The intractability of his task must have begun to exhaust Bettelheim over the years. As Sutton makes clear, the full story of the Orthogenic School cannot be written until legal restrictions on personal documents held by the University of Chicago are lifted. Meanwhile she has interviewed many former pupils and staff. She found that both categories presented problems, the former as people who, once at any rate, had been rated as disturbed, the latter being defensive of the reputation of their guru. Objectivity was not easily found. She also points out that the ex-pupils who attacked Bettelheim’s reputation were all from the later years of the school, when its early impetus had been exhausted. Attempts to sanctify the man have obviously been counterproductive and not of Bettelheim’s own choosing—he was as often hard on himself as he was apparently arrogant.

A Holocaust survivor is not automatically a saint, though in our guilt we are anxious to attach the halo. There is a story of Bettelheim feeding an anorexic girl slowly, one raisin at a time, and so saving her life. It may well be true; and so, no doubt, are stories of angry slaps.2 An autobiographical novel written by a former pupil of the school—The Pelican and After by Tom Wallace Lyons—does not make particularly pleasant reading, though the author claims it was not written as an attack. In it “Dr. V” appears as a feared and autocratic figure who hands out slaps as well as support. It ends with the advice given to the teen-age hero that “if you can buck that old man, then you’ve got the rest of the world at your feet.” The author evidently could and had, and on publication Bettelheim wrote to congratulate him (there was, however, the usual analytic sting in the tail—“I am sure it is a true picture of how you saw things when you were fourteen”).

Sutton makes it clear that over time Bettelheim, carrying his enormous weight of restitution, understandably did grow wearier, and perhaps disillusioned by some therapeutic failures. No one has denied that for other children he achieved much, though enemies would say that the success stories involved the less damaged children. One ex- counselor from the school has accused Bettelheim of being a fraud who did more harm than good; but there were many others, on the other hand, who told Sutton quite the opposite. And though the job of counselor was extremely demanding and the salary minimal, there was no shortage of people wanting to work with him. He was never accused of the slightest sexual misbehavior; but charisma creates favorites, which leads on to jealousies and disappointments in a community where the emotional temperature is high.
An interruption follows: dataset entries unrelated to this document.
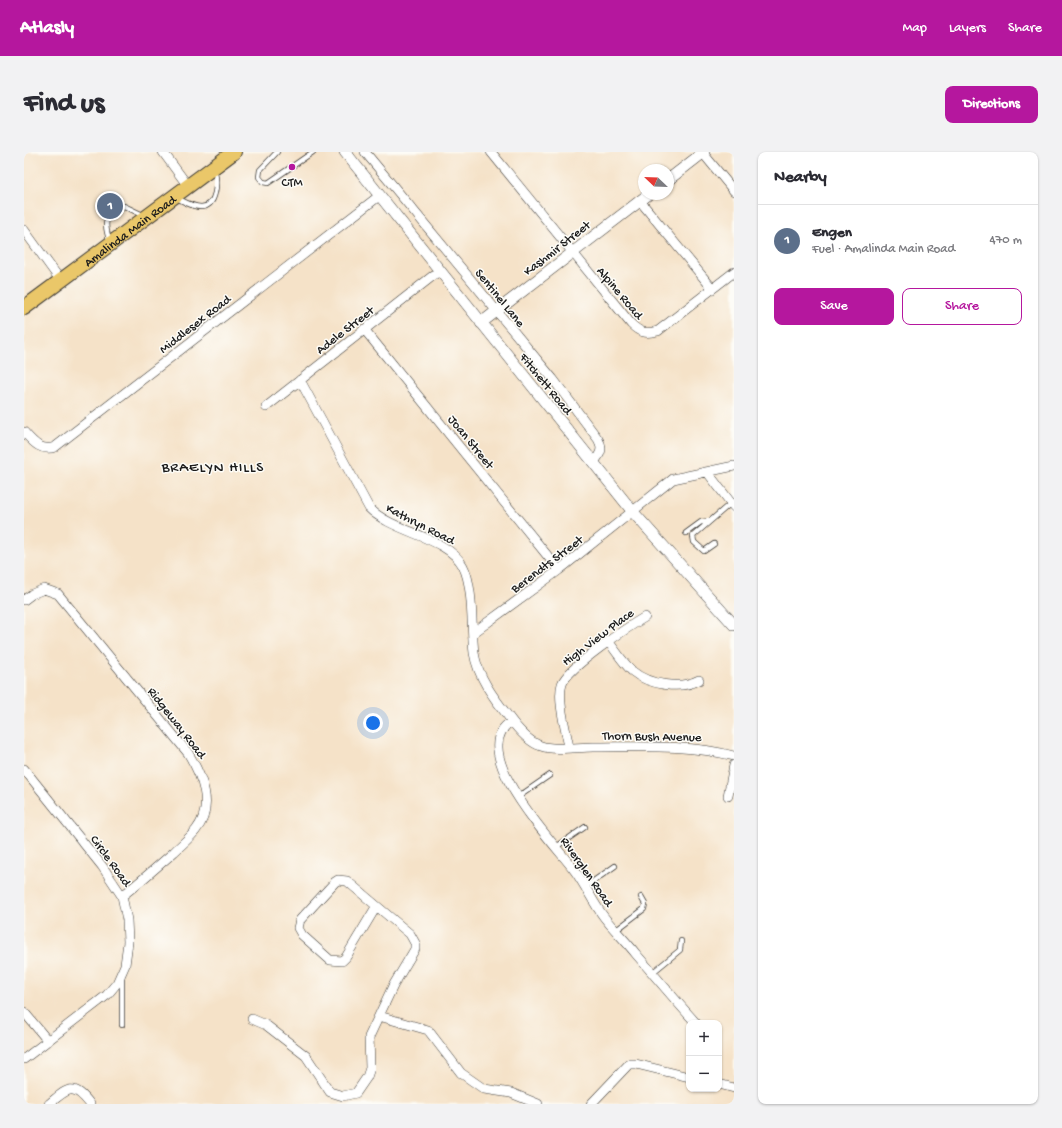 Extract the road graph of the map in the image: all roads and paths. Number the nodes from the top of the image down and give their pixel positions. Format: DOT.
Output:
graph roads {
  1 [pos="163,152"];
  2 [pos="234,152"];
  3 [pos="277,152"];
  4 [pos="311,152"];
  5 [pos="345,152"];
  6 [pos="365,152"];
  7 [pos="491,152"];
  8 [pos="703,152"];
  9 [pos="214,167"];
  10 [pos="674,175"];
  11 [pos="188,186"];
  12 [pos="734,191"];
  13 [pos="174,196"];
  14 [pos="379,196"];
  15 [pos="641,200"];
  16 [pos="647,200"];
  17 [pos="146,217"];
  18 [pos="24,230"];
  19 [pos="110,244"];
  20 [pos="572,253"];
  21 [pos="439,271"];
  22 [pos="734,272"];
  23 [pos="61,280"];
  24 [pos="712,288"];
  25 [pos="24,308"];
  26 [pos="496,312"];
  27 [pos="481,323"];
  28 [pos="364,329"];
  29 [pos="300,380"];
  30 [pos="266,407"];
  31 [pos="24,432"];
  32 [pos="593,463"];
  33 [pos="734,466"];
  34 [pos="708,473"];
  35 [pos="732,505"];
  36 [pos="633,512"];
  37 [pos="710,521"];
  38 [pos="686,533"];
  39 [pos="714,544"];
  40 [pos="559,570"];
  41 [pos="24,600"];
  42 [pos="645,617"];
  43 [pos="734,625"];
  44 [pos="473,633"];
  45 [pos="608,641"];
  46 [pos="698,680"];
  47 [pos="512,721"];
  48 [pos="569,747"];
  49 [pos="734,756"];
  50 [pos="734,765"];
  51 [pos="24,769"];
  52 [pos="550,775"];
  53 [pos="728,796"];
  54 [pos="518,797"];
  55 [pos="585,827"];
  56 [pos="556,847"];
  57 [pos="615,866"];
  58 [pos="585,887"];
  59 [pos="122,896"];
  60 [pos="641,897"];
  61 [pos="376,907"];
  62 [pos="615,931"];
  63 [pos="682,941"];
  64 [pos="652,974"];
  65 [pos="122,975"];
  66 [pos="24,1012"];
  67 [pos="379,1016"];
  68 [pos="252,1019"];
  69 [pos="693,1020"];
  70 [pos="122,1025"];
  71 [pos="48,1041"];
  72 [pos="24,1058"];
  73 [pos="686,1076"];
  74 [pos="722,1085"];
  75 [pos="734,1088"];
  76 [pos="49,1104"];
  77 [pos="90,1104"];
  78 [pos="538,1104"];
  79 [pos="591,1104"];
  1 -- 11 [label="street"];
  2 -- 9 [label="main road, Amalinda Main Road"];
  3 -- 4 [label="lane"];
  5 -- 14 [label="street, Fitchett Road"];
  6 -- 26 [label="street, Sentinel Lane"];
  7 -- 20 [label="street"];
  8 -- 10 [label="street"];
  8 -- 12 [label="street"];
  9 -- 11 [label="main road, Amalinda Main Road"];
  9 -- 13 [label="lane"];
  11 -- 13 [label="main road, Amalinda Main Road"];
  13 -- 17 [label="main road, Amalinda Main Road"];
  14 -- 21 [label="street, Fitchett Road"];
  14 -- 31 [label="street, Middlesex Road"];
  15 -- 20 [label="street, Kashmir Street"];
  16 -- 24 [label="street"];
  17 -- 19 [label="main road, Amalinda Main Road"];
  17 -- 19 [label="lane"];
  18 -- 23 [label="street"];
  19 -- 23 [label="main road, Amalinda Main Road"];
  20 -- 24 [label="street, Alpine Road"];
  20 -- 26 [label="street, Kashmir Street"];
  21 -- 27 [label="street, Fitchett Road"];
  21 -- 28 [label="street, Adele Street"];
  22 -- 24 [label="street, Alpine Road"];
  23 -- 25 [label="main road, Amalinda Main Road"];
  26 -- 27 [label="street, Kashmir Street"];
  26 -- 32 [label="street, Sentinel Lane"];
  27 -- 32 [label="street, Fitchett Road"];
  28 -- 29 [label="street, Adele Street"];
  28 -- 40 [label="street, Joan Street"];
  29 -- 30 [label="street, Adele Street"];
  29 -- 44 [label="street, Kathryn Road"];
  32 -- 36 [label="street, Fitchett Road"];
  33 -- 34 [label="street, Berendts Street"];
  34 -- 35 [label="street"];
  34 -- 36 [label="street, Berendts Street"];
  35 -- 37 [label="lane"];
  36 -- 40 [label="street, Berendts Street"];
  36 -- 43 [label="street, Fitchett Road"];
  37 -- 38 [label="lane"];
  37 -- 39 [label="lane"];
  40 -- 44 [label="street, Berendts Street"];
  41 -- 59 [label="street, Ridgeway Road"];
  42 -- 45 [label="street, High View Place"];
  44 -- 47 [label="street, Kathryn Road"];
  45 -- 46 [label="street"];
  45 -- 48 [label="street, High View Place"];
  47 -- 48 [label="street, Thorn Bush Avenue"];
  47 -- 54 [label="street, Riverglen Road"];
  48 -- 49 [label="street, Thorn Bush Avenue"];
  50 -- 53 [label="street"];
  51 -- 59 [label="street, Circle Road"];
  52 -- 54 [label="lane"];
  54 -- 56 [label="street, Riverglen Road"];
  55 -- 56 [label="lane"];
  56 -- 58 [label="street, Riverglen Road"];
  57 -- 58 [label="lane"];
  58 -- 62 [label="street, Riverglen Road"];
  59 -- 65 [label="street, Circle Road"];
  60 -- 62 [label="lane"];
  61 -- 61 [label="street"];
  61 -- 67 [label="street"];
  62 -- 64 [label="street, Riverglen Road"];
  63 -- 64 [label="lane"];
  64 -- 69 [label="street, Riverglen Road"];
  65 -- 70 [label="lane"];
  65 -- 71 [label="street, Circle Road"];
  66 -- 71 [label="street"];
  67 -- 68 [label="street"];
  67 -- 78 [label="street"];
  71 -- 72 [label="street, Circle Road"];
  73 -- 79 [label="street"];
  74 -- 75 [label="street"];
  76 -- 77 [label="street"];
}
Perhaps a central problem is the actual nature of autism, Bettelheim’s chosen field (and of other severe maladjustments, for only a few truly autistic children could be managed within the school at any one time). Autism is a subject that can only be approached with caution. It was not until the 1940s that this specific pattern was distinguished among the crowd of children generically seen as mad, bad, or retarded. The autistic child was baffling because he or she had “islands” of ability not compatible with ordinary learning difficulties. There were also specific mannerisms: a list was drawn up that defined the syndrome. But in the psychological field a syndrome is seldom as definite as a case of measles, though it is easier to imagine that it is. Authorities in the field would probably not deny now that autism shades over into other diagnoses, and that there is generally (often? always?) an organic basis involved. No definitive progress has been made in identifying such a basis, though the concept of some faulty filtering system makes sense—too thin a protective barrier against the world. The difficulty with a purely organic explanation, though, is that cases are described where a child developing normally has retreated into autistic behavior after trauma; and the difficulty with the environmental explanation is that parents of autistic children may have other children who are normal.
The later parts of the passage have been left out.